In short, the following is recognized:
- Flags: Short or long strings with no value (e.g.,
-for--flag). May be specified multiple times for options that act as counters. - Options: Short or long strings with an associated value
(e.g.,
-f <value>or--flag[=]value). - Parameters: Required strings without prefixes (e.g.,
<in1> <in2>).
-h | --help: Displays a help message with all command-line options.-V | --version: Shows thedcatversion and compiler information.
<input1>, <input2>, ...: A required list of input files to be concatenated.-O <PATH> | --output=<PATH>: A required output file path (must not already exist).
-N | --dry-run: Simulate execution; analyzes files and output schema without writing data.-T <HEX> | --trim[=]<HEX>: A hexadecimal pattern to greedily trim from both the beginning and end of each input file.

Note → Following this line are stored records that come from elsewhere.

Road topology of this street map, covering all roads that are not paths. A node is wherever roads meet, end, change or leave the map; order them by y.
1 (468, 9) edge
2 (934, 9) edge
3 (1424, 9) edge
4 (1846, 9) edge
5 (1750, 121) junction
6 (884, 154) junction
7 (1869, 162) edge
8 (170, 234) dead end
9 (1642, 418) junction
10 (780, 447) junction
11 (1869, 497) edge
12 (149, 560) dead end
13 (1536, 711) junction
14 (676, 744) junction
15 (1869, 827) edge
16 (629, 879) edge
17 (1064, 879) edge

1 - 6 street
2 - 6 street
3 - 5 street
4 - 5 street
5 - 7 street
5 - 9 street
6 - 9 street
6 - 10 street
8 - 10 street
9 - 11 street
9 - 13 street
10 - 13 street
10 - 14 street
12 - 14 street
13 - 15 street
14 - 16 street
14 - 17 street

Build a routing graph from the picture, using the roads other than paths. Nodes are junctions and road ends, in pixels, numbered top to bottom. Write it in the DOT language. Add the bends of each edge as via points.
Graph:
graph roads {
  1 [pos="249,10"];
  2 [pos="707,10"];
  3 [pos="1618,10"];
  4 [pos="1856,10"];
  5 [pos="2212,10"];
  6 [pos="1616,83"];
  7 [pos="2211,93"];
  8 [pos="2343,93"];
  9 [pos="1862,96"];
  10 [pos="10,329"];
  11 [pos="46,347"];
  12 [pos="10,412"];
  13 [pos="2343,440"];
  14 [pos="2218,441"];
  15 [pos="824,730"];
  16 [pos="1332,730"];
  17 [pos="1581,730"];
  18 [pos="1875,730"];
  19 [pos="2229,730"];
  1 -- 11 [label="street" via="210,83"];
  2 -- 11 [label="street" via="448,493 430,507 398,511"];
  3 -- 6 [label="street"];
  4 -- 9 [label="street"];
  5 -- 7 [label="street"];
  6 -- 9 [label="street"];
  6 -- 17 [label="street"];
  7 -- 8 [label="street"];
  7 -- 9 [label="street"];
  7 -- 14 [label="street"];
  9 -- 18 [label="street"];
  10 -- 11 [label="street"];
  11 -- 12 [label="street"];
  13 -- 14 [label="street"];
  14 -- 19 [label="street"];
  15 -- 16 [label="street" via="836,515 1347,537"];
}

-F | --fallback: Forcesdcatto use the sequential buffer-based implementation. This is generally slower but more stable across various environments.-P | --posix: (Linux only) Use POSIX singlemmapcopy approach instead of Linux-specific methods.--no-cow: (Linux only) Usesendfile(2)instead ofcopy_file_range(2).
-v | --verbose: Increases the application's verbosity. Can be specified up to two times (-vv) to print detailed debug messages.--bar-padding <int>Left padding of the bar chart (default: 4).--bar-height <int>: Height of the bar chart (default: 10).--bar-width: Width of the bar chart (default: 10).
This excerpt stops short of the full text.